A list of sales of 670 of Smart's work can be found at Australian Art Sales Digest.

==Honours and awards==

Jeffrey Street in Hawthorn, South Australia, was named after Smart by his father who was involved in the sub-division of that area. In his memoir, Not Quite Straight, Smart comments that there is a bend in Jeffrey Street, and hence it, too, is "Not Quite Straight".

In 1951, Smart was awarded the Commonwealth Jubilee Art Prize. He was conferred the honorary title of Doctor of the University by the University of Sydney in 1999, and by the University of South Australia in 2011.

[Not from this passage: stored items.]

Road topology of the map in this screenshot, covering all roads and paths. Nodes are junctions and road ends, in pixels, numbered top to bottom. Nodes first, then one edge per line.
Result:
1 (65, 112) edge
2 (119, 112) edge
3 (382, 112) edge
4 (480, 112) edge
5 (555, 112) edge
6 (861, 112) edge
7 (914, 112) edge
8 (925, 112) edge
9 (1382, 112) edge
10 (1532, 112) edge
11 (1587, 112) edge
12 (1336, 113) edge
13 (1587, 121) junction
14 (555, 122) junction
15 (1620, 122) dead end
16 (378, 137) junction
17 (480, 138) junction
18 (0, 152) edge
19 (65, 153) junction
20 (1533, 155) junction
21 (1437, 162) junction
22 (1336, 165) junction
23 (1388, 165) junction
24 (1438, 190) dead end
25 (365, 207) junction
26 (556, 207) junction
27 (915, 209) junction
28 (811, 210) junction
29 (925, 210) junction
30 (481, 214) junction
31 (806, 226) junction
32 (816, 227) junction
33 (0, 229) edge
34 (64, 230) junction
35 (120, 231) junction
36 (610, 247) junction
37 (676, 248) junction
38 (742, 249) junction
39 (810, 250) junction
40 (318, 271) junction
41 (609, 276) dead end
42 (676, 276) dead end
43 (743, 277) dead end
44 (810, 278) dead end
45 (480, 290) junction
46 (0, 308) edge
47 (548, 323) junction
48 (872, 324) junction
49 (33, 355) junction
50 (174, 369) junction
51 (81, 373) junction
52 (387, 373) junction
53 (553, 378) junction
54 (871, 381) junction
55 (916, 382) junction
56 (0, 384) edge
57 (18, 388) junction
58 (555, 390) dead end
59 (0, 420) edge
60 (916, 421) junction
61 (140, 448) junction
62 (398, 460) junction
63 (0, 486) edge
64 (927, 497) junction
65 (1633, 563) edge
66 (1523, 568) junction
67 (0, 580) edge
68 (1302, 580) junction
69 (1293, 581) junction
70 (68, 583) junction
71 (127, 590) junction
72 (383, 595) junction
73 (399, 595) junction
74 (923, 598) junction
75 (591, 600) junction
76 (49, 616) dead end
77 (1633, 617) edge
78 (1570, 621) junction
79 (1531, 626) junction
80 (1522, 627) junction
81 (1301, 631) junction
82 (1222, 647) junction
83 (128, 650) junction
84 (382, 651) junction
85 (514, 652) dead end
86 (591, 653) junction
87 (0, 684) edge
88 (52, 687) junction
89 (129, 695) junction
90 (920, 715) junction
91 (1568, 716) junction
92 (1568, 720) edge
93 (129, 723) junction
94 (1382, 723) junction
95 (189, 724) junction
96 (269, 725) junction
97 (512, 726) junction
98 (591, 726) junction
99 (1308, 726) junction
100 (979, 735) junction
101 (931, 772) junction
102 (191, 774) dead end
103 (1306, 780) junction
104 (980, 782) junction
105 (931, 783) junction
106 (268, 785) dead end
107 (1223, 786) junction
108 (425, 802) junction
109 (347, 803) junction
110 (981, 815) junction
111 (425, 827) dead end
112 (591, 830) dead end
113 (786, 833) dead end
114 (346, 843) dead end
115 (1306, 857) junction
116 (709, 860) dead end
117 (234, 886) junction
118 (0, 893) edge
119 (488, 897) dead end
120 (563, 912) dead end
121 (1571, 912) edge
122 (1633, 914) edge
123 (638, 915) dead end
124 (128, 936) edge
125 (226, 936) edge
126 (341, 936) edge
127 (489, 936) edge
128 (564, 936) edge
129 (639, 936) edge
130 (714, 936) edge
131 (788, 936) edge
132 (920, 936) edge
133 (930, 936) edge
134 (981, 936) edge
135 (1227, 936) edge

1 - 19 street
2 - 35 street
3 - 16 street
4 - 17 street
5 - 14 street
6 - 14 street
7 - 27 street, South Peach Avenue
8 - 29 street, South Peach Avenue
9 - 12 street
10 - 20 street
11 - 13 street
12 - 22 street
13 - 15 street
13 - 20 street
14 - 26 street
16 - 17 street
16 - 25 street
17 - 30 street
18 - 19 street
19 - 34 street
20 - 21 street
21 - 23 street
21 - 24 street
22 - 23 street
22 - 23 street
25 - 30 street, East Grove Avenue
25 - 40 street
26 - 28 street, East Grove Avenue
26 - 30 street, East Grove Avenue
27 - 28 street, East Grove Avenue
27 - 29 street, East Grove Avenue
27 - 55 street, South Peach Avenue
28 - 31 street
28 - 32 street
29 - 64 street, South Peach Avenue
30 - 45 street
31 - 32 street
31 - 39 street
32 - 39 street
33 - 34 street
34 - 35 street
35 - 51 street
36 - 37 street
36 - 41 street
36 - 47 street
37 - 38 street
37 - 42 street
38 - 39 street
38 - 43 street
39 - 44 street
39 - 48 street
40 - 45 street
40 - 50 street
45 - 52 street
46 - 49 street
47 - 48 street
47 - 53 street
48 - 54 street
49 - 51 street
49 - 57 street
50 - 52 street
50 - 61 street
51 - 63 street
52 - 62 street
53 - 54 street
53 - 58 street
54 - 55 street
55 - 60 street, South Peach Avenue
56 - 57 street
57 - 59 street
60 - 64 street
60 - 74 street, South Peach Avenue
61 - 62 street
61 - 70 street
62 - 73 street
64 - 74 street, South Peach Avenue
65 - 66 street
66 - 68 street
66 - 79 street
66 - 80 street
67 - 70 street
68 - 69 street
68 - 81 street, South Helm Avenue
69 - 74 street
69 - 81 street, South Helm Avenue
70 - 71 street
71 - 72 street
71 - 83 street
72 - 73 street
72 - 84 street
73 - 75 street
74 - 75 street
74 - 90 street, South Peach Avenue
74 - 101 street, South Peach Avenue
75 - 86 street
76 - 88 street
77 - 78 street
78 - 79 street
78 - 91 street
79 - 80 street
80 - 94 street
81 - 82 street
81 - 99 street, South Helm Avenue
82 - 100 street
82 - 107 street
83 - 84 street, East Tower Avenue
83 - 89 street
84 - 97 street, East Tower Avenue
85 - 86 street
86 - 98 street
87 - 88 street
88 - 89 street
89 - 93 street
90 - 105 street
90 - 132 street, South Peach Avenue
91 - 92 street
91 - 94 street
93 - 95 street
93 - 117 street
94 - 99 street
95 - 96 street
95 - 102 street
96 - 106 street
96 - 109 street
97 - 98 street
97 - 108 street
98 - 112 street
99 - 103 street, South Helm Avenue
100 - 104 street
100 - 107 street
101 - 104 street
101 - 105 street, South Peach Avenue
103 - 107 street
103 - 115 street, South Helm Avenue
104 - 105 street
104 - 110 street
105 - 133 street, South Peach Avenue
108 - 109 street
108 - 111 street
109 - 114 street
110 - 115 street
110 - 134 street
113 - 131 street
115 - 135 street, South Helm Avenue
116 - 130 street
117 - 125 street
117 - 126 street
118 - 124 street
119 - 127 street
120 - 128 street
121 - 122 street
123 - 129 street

Smart was appointed an Officer of the Order of Australia in 2001 for his service to the visual arts, particularly through his distinctive portrayal of the urban landscape, and through the encouragement offered to young artists.

Jeffrey Smart was a patron and active supporter of the Tait Memorial Trust in London, a charity established by Isla Baring OAM, the daughter of Sir Frank Tait of JC Williamson's, to support young Australian performing artists in the UK.

Following his death, the University of South Australia announced on 21 June 2013 that the newest building at its City West campus, to be opened in 2014, would be named the "Jeffrey Smart Building".